*Records to process*
■ ■ ■

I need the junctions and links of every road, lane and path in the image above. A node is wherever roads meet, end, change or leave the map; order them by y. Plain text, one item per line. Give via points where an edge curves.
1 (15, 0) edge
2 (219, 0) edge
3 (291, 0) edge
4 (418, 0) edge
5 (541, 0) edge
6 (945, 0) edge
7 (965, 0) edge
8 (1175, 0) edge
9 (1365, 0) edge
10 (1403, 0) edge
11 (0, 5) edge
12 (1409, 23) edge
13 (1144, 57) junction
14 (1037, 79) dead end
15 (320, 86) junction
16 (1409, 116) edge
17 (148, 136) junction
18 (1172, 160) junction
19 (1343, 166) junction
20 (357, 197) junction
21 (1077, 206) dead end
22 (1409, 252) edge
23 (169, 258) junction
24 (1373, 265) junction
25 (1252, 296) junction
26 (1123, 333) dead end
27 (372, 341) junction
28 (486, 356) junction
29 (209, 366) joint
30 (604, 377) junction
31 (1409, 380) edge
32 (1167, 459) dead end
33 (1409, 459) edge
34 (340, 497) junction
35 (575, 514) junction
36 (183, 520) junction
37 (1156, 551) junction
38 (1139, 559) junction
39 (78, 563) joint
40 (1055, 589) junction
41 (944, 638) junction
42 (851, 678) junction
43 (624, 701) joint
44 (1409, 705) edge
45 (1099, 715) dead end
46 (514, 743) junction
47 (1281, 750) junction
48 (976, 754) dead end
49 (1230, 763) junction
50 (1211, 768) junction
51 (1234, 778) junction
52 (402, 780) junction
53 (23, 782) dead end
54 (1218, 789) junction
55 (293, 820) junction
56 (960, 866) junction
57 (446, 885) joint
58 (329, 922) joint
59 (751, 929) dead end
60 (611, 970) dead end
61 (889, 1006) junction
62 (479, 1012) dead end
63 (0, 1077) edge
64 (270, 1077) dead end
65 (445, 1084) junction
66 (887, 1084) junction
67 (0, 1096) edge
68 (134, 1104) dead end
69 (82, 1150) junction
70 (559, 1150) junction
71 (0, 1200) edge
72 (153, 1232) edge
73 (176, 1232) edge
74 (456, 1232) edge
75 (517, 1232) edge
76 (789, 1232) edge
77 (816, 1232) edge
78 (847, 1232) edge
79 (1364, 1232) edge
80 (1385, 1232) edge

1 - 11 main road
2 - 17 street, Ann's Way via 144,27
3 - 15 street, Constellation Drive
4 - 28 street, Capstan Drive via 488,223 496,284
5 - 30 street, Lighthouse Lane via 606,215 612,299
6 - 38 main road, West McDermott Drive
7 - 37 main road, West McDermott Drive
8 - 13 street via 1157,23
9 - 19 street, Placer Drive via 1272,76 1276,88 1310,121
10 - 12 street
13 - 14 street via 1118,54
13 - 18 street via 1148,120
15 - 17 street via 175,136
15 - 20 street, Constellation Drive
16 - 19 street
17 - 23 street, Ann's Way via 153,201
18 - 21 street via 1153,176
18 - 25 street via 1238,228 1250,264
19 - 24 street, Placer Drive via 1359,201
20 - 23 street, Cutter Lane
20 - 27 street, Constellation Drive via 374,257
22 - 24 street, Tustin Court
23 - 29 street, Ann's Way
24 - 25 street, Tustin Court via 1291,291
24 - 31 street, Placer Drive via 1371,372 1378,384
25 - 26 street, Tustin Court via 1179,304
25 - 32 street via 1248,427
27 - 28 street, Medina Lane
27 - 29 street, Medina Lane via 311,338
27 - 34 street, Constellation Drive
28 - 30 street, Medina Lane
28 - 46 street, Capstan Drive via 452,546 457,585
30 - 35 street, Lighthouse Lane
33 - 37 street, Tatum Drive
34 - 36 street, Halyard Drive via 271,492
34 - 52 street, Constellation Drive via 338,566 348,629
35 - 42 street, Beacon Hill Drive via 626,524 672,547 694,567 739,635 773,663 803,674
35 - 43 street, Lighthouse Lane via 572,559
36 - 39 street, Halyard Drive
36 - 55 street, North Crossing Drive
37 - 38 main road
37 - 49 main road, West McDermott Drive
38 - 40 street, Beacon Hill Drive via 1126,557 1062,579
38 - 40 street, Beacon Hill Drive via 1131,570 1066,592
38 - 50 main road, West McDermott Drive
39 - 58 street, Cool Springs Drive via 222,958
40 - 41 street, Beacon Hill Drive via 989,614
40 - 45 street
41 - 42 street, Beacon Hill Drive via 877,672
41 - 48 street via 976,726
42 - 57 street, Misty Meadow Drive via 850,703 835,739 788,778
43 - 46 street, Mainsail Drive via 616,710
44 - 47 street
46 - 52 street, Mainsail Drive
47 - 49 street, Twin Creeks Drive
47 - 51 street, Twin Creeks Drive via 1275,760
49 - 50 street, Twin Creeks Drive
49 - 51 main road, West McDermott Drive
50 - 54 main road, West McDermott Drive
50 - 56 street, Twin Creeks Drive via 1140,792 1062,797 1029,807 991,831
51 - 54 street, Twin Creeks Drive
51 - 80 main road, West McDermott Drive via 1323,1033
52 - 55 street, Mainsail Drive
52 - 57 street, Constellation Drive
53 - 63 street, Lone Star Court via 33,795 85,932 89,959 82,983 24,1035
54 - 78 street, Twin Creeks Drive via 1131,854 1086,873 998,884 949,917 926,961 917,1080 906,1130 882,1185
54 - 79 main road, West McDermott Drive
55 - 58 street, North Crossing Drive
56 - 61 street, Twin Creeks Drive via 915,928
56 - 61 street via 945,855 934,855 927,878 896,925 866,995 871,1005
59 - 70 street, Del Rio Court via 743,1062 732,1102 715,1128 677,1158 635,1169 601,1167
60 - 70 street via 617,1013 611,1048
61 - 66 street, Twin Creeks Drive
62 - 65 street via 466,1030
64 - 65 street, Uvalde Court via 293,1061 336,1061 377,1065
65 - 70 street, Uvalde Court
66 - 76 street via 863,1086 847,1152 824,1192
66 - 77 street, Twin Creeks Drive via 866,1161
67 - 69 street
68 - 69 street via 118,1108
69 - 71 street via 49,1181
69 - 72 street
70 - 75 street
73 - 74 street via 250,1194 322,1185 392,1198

■ ■ ■

*Required action*
Output the records in full. Match them exactly.

*Result*
I need the junctions and links of every road, lane and path in the image above. A node is wherever roads meet, end, change or leave the map; order them by y. Plain text, one item per line. Give via points where an edge curves.
1 (15, 0) edge
2 (219, 0) edge
3 (291, 0) edge
4 (418, 0) edge
5 (541, 0) edge
6 (945, 0) edge
7 (965, 0) edge
8 (1175, 0) edge
9 (1365, 0) edge
10 (1403, 0) edge
11 (0, 5) edge
12 (1409, 23) edge
13 (1144, 57) junction
14 (1037, 79) dead end
15 (320, 86) junction
16 (1409, 116) edge
17 (148, 136) junction
18 (1172, 160) junction
19 (1343, 166) junction
20 (357, 197) junction
21 (1077, 206) dead end
22 (1409, 252) edge
23 (169, 258) junction
24 (1373, 265) junction
25 (1252, 296) junction
26 (1123, 333) dead end
27 (372, 341) junction
28 (486, 356) junction
29 (209, 366) joint
30 (604, 377) junction
31 (1409, 380) edge
32 (1167, 459) dead end
33 (1409, 459) edge
34 (340, 497) junction
35 (575, 514) junction
36 (183, 520) junction
37 (1156, 551) junction
38 (1139, 559) junction
39 (78, 563) joint
40 (1055, 589) junction
41 (944, 638) junction
42 (851, 678) junction
43 (624, 701) joint
44 (1409, 705) edge
45 (1099, 715) dead end
46 (514, 743) junction
47 (1281, 750) junction
48 (976, 754) dead end
49 (1230, 763) junction
50 (1211, 768) junction
51 (1234, 778) junction
52 (402, 780) junction
53 (23, 782) dead end
54 (1218, 789) junction
55 (293, 820) junction
56 (960, 866) junction
57 (446, 885) joint
58 (329, 922) joint
59 (751, 929) dead end
60 (611, 970) dead end
61 (889, 1006) junction
62 (479, 1012) dead end
63 (0, 1077) edge
64 (270, 1077) dead end
65 (445, 1084) junction
66 (887, 1084) junction
67 (0, 1096) edge
68 (134, 1104) dead end
69 (82, 1150) junction
70 (559, 1150) junction
71 (0, 1200) edge
72 (153, 1232) edge
73 (176, 1232) edge
74 (456, 1232) edge
75 (517, 1232) edge
76 (789, 1232) edge
77 (816, 1232) edge
78 (847, 1232) edge
79 (1364, 1232) edge
80 (1385, 1232) edge

1 - 11 main road
2 - 17 street, Ann's Way via 144,27
3 - 15 street, Constellation Drive
4 - 28 street, Capstan Drive via 488,223 496,284
5 - 30 street, Lighthouse Lane via 606,215 612,299
6 - 38 main road, West McDermott Drive
7 - 37 main road, West McDermott Drive
8 - 13 street via 1157,23
9 - 19 street, Placer Drive via 1272,76 1276,88 1310,121
10 - 12 street
13 - 14 street via 1118,54
13 - 18 street via 1148,120
15 - 17 street via 175,136
15 - 20 street, Constellation Drive
16 - 19 street
17 - 23 street, Ann's Way via 153,201
18 - 21 street via 1153,176
18 - 25 street via 1238,228 1250,264
19 - 24 street, Placer Drive via 1359,201
20 - 23 street, Cutter Lane
20 - 27 street, Constellation Drive via 374,257
22 - 24 street, Tustin Court
23 - 29 street, Ann's Way
24 - 25 street, Tustin Court via 1291,291
24 - 31 street, Placer Drive via 1371,372 1378,384
25 - 26 street, Tustin Court via 1179,304
25 - 32 street via 1248,427
27 - 28 street, Medina Lane
27 - 29 street, Medina Lane via 311,338
27 - 34 street, Constellation Drive
28 - 30 street, Medina Lane
28 - 46 street, Capstan Drive via 452,546 457,585
30 - 35 street, Lighthouse Lane
33 - 37 street, Tatum Drive
34 - 36 street, Halyard Drive via 271,492
34 - 52 street, Constellation Drive via 338,566 348,629
35 - 42 street, Beacon Hill Drive via 626,524 672,547 694,567 739,635 773,663 803,674
35 - 43 street, Lighthouse Lane via 572,559
36 - 39 street, Halyard Drive
36 - 55 street, North Crossing Drive
37 - 38 main road
37 - 49 main road, West McDermott Drive
38 - 40 street, Beacon Hill Drive via 1126,557 1062,579
38 - 40 street, Beacon Hill Drive via 1131,570 1066,592
38 - 50 main road, West McDermott Drive
39 - 58 street, Cool Springs Drive via 222,958
40 - 41 street, Beacon Hill Drive via 989,614
40 - 45 street
41 - 42 street, Beacon Hill Drive via 877,672
41 - 48 street via 976,726
42 - 57 street, Misty Meadow Drive via 850,703 835,739 788,778
43 - 46 street, Mainsail Drive via 616,710
44 - 47 street
46 - 52 street, Mainsail Drive
47 - 49 street, Twin Creeks Drive
47 - 51 street, Twin Creeks Drive via 1275,760
49 - 50 street, Twin Creeks Drive
49 - 51 main road, West McDermott Drive
50 - 54 main road, West McDermott Drive
50 - 56 street, Twin Creeks Drive via 1140,792 1062,797 1029,807 991,831
51 - 54 street, Twin Creeks Drive
51 - 80 main road, West McDermott Drive via 1323,1033
52 - 55 street, Mainsail Drive
52 - 57 street, Constellation Drive
53 - 63 street, Lone Star Court via 33,795 85,932 89,959 82,983 24,1035
54 - 78 street, Twin Creeks Drive via 1131,854 1086,873 998,884 949,917 926,961 917,1080 906,1130 882,1185
54 - 79 main road, West McDermott Drive
55 - 58 street, North Crossing Drive
56 - 61 street, Twin Creeks Drive via 915,928
56 - 61 street via 945,855 934,855 927,878 896,925 866,995 871,1005
59 - 70 street, Del Rio Court via 743,1062 732,1102 715,1128 677,1158 635,1169 601,1167
60 - 70 street via 617,1013 611,1048
61 - 66 street, Twin Creeks Drive
62 - 65 street via 466,1030
64 - 65 street, Uvalde Court via 293,1061 336,1061 377,1065
65 - 70 street, Uvalde Court
66 - 76 street via 863,1086 847,1152 824,1192
66 - 77 street, Twin Creeks Drive via 866,1161
67 - 69 street
68 - 69 street via 118,1108
69 - 71 street via 49,1181
69 - 72 street
70 - 75 street
73 - 74 street via 250,1194 322,1185 392,1198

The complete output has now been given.